Published online by Cambridge University Press: 05 June 2012
Throughout our careers we've been interested in the structure of behavioral self-regulation. Sometimes when relatives or acquaintances ask us what we do for a living, we use that phrase. Often enough, what we get in return is a blank look. In truth, it's a pretty abstract phrase. It's hard to know what it means unless you already know what it means. The term self-regulation in itself says more than we intend. After all, control of such qualities as body temperature, blood pressure, and blood chemistry all represent self-regulation. But these aren't what we're interested in.

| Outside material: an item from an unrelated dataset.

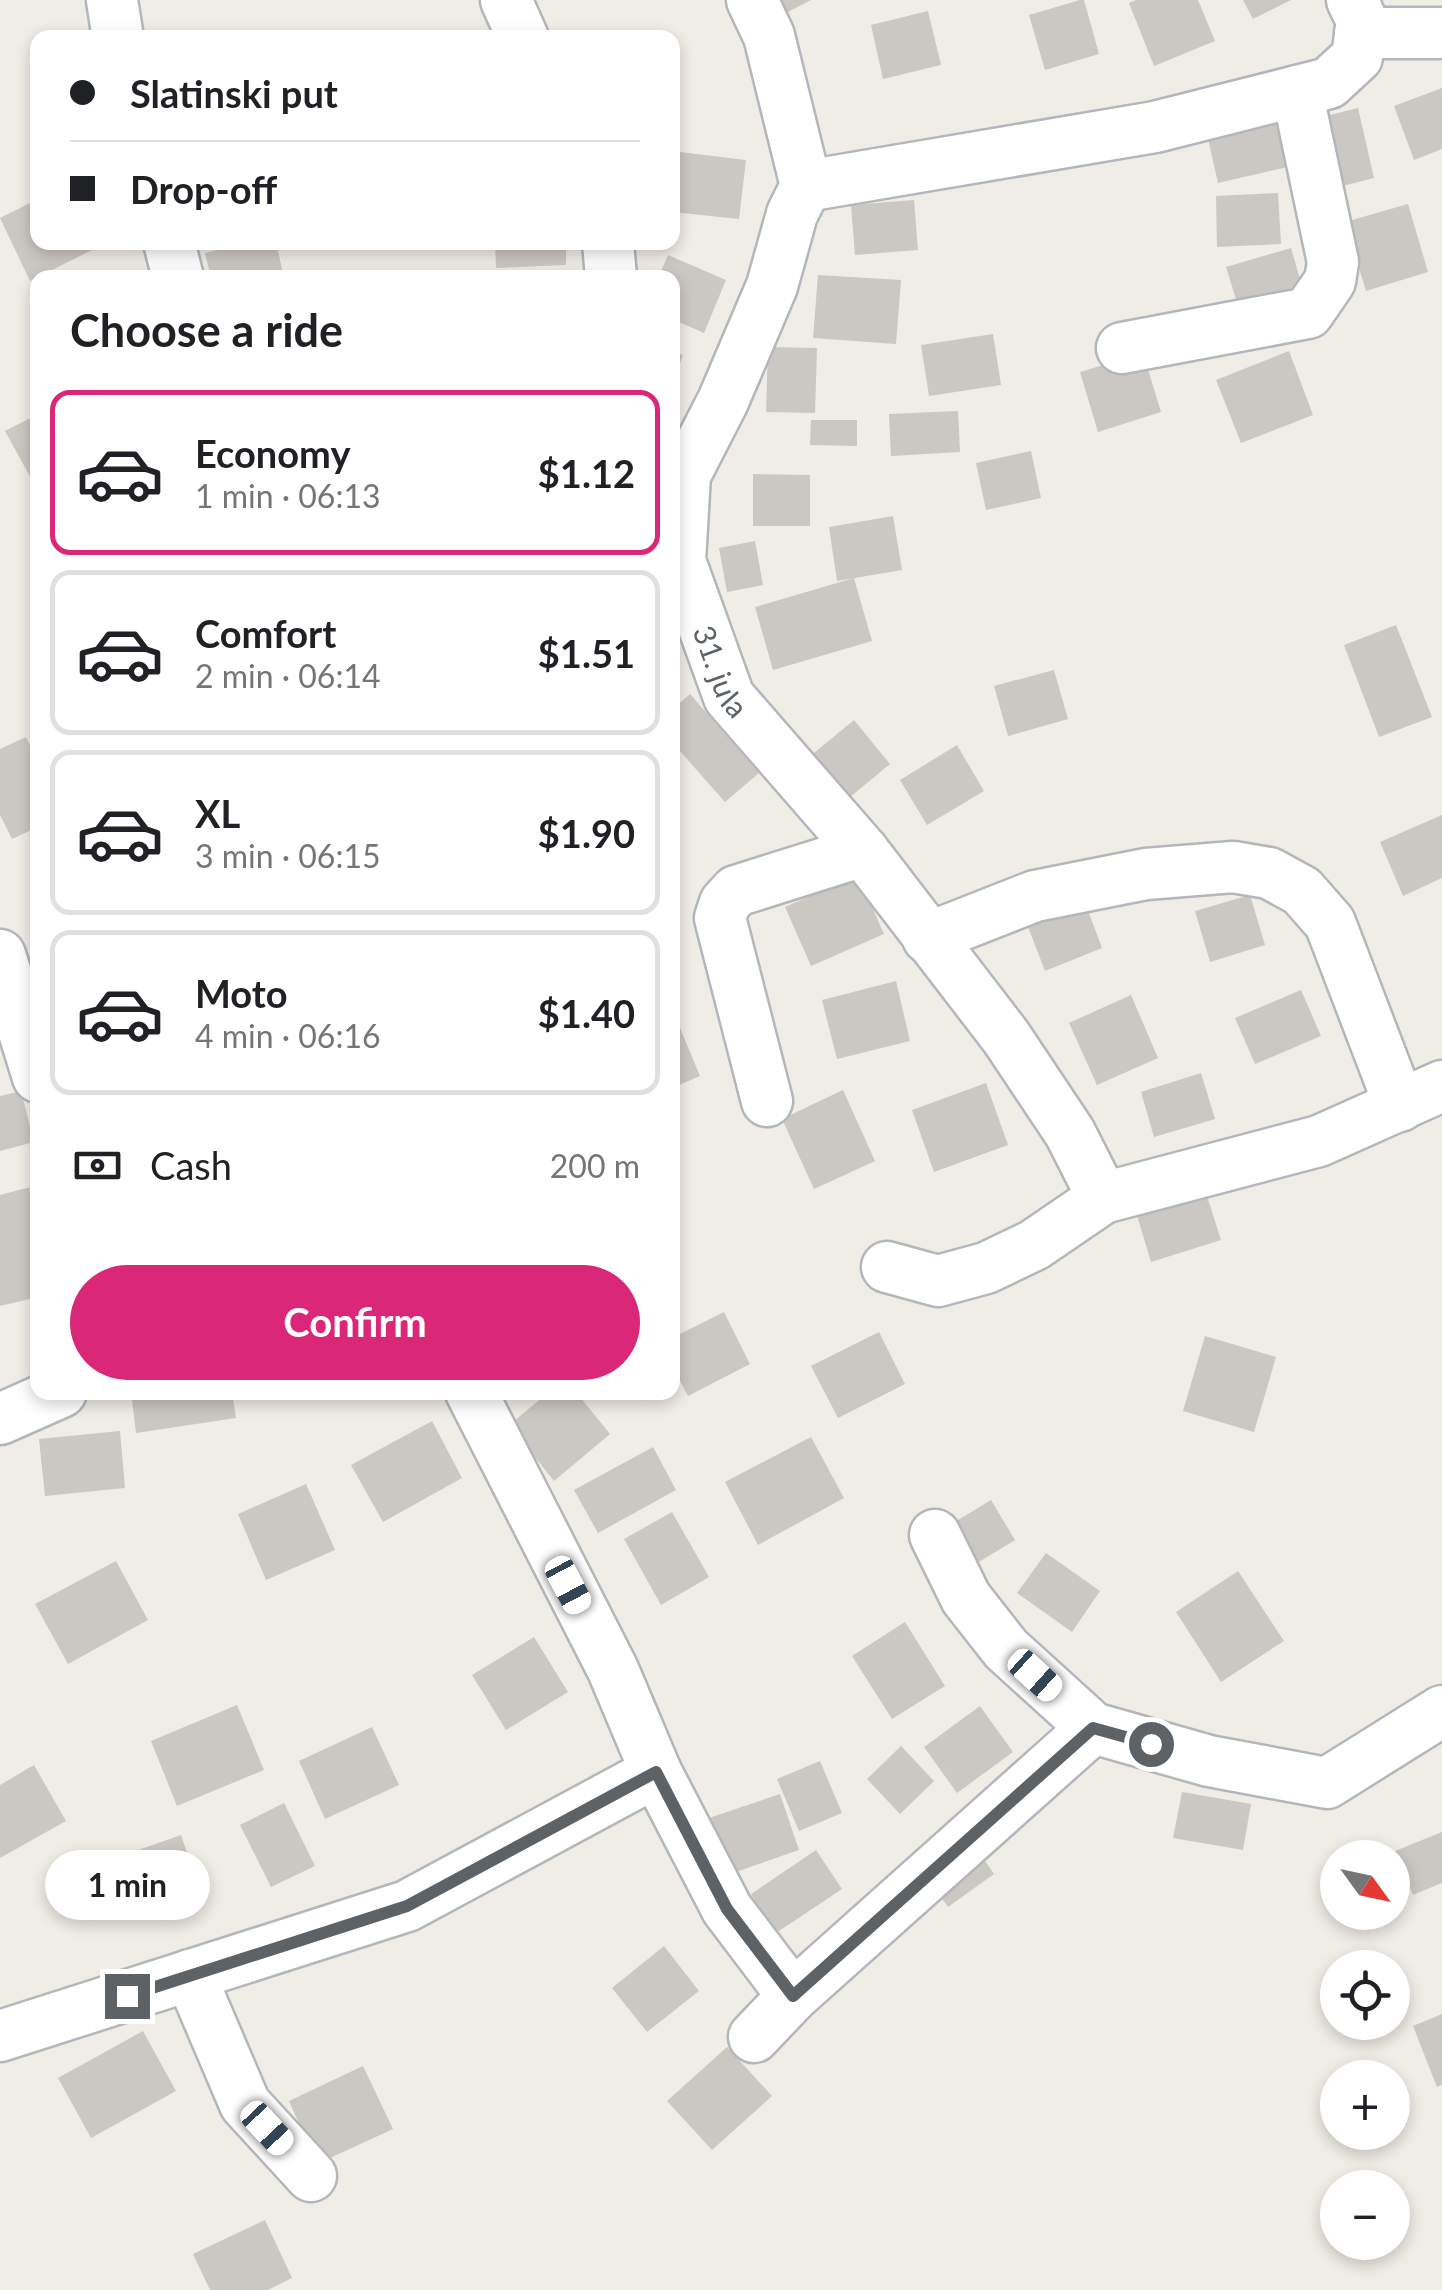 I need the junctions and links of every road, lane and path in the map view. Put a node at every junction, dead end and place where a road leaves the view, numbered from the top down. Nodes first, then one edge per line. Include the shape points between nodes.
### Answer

Even adding the qualifier behavioral to self-regulation doesn't entirely solve the problem. This leaves a door open to a large body of work on the regulation of physical action – motor control. There are links between the processes of motor control and the processes we focus on (to carry out any kind of behavior, you somehow have to translate the intent to act into actual movement). Yet the topics are different enough to draw a line between them. For the most part, movement control is outside our focus.
Behavioral self-regulation in this book concerns mostly behavior at the level of interest to personality–social (and health, organizational, clinical, and counseling) psychologists. The question we're interested in is how behavior – at that level of abstraction – happens. This restricts the topic a little. In another sense, though, we're using the word behavior broadly. We're interested both in action and in emotion.